6: iadd        (将操作数栈栈顶的和栈顶下面的一个进行加法运算后放入栈顶)

7: istore_3    (把操作数栈栈顶的出栈放入局部变量表索引为 3 的位置)

8: iload_3     (把局部变量表索引为 3 的值放入操作数栈栈顶)

9: bipush 10   (把常量 10 压入操作数栈栈顶)

11: iadd       (将操作数栈栈顶的和栈顶下面的一个进行加法运算后放入栈顶)

12: ireturn    (结束)

It can also be seen from the above bytecode instructions that, in fact, the local variable table and the operand stack cooperate to achieve a certain operation effect during code execution. Next, let's look at the actual situation of the virtual machine stack during the execution of these lines of code through the diagram.

First, let’s talk about what each command means:

  • iconst and bipush , these two instructions push the constant to the top of the operand stack, the difference is: when the value of int is -1~5, the iconst instruction is used, and the value of -128~127 is the bipush instruction.

  • istore puts the top element of the operand stack into a certain index position of the local variable table, for example, istore_5 means putting the top element of the operand stack into the position with subscript 5 in the local variable table.

  • iload loads the value at a subscript in the local variable table to the top of the operand stack, for example, iload_2 means to push the value at index 2 in the local variable table to the top of the operand stack.

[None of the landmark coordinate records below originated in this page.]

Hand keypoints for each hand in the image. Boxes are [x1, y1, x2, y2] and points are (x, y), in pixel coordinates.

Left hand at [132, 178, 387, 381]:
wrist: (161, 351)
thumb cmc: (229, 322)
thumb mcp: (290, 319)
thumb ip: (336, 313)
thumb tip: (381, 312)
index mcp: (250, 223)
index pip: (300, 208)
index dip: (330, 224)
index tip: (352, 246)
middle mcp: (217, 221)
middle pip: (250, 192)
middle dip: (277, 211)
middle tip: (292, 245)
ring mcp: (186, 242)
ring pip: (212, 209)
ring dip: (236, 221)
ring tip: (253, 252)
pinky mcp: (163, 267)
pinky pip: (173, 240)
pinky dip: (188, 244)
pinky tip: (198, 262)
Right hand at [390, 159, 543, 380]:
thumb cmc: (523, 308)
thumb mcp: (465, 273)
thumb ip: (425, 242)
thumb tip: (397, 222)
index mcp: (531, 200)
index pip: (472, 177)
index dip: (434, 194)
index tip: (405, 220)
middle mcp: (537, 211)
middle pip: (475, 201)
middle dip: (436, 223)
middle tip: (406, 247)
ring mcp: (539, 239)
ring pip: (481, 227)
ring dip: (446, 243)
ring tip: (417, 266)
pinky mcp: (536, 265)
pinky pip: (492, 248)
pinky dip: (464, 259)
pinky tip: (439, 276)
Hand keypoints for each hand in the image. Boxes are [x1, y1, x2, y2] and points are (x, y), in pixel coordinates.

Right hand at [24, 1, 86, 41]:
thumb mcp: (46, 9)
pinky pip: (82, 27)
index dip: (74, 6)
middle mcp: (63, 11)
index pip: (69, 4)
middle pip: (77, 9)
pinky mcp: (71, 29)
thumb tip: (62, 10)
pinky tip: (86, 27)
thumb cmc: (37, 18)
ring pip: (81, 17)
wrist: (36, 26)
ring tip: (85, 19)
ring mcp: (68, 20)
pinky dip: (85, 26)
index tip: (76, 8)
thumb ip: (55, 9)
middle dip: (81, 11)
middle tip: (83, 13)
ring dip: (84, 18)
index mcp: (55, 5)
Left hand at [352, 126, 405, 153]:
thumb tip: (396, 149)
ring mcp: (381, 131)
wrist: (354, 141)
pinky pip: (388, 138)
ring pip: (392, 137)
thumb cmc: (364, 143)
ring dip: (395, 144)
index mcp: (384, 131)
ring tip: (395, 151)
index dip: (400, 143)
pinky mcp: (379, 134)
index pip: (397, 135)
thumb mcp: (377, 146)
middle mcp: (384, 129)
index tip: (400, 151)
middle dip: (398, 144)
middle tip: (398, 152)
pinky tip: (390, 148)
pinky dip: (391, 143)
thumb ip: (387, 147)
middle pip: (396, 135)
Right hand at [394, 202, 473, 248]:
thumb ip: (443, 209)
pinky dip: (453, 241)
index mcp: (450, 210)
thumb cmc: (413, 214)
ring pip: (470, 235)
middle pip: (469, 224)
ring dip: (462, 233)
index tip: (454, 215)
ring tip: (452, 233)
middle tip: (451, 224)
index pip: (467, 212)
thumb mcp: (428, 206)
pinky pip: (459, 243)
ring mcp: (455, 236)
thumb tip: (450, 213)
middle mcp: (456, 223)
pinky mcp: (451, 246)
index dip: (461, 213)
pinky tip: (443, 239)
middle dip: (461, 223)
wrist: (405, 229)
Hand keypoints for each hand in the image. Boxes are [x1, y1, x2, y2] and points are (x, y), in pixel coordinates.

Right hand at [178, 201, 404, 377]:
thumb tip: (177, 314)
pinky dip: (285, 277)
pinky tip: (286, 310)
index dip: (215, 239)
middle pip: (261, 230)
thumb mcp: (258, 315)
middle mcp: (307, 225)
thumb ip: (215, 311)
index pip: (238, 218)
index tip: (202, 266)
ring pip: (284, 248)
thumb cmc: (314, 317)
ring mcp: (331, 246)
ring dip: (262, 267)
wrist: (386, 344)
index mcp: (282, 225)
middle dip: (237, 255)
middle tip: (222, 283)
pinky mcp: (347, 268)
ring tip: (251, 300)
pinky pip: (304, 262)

  • iadd  represents an addition operation, specifically adding the two elements at the top of the operand stack, and then pushing the result back onto the top of the stack.

First, when Add.java is compiled into Add.class, the size of the local variable table and the depth of the operand stack in the stack frame have been completely determined, and written into the Code attribute of the method table . Therefore, the size of the local variable table is determined. There are 3 local variables in the add() method, so the size of the local variable table is 3, but the operand stack is empty at this time.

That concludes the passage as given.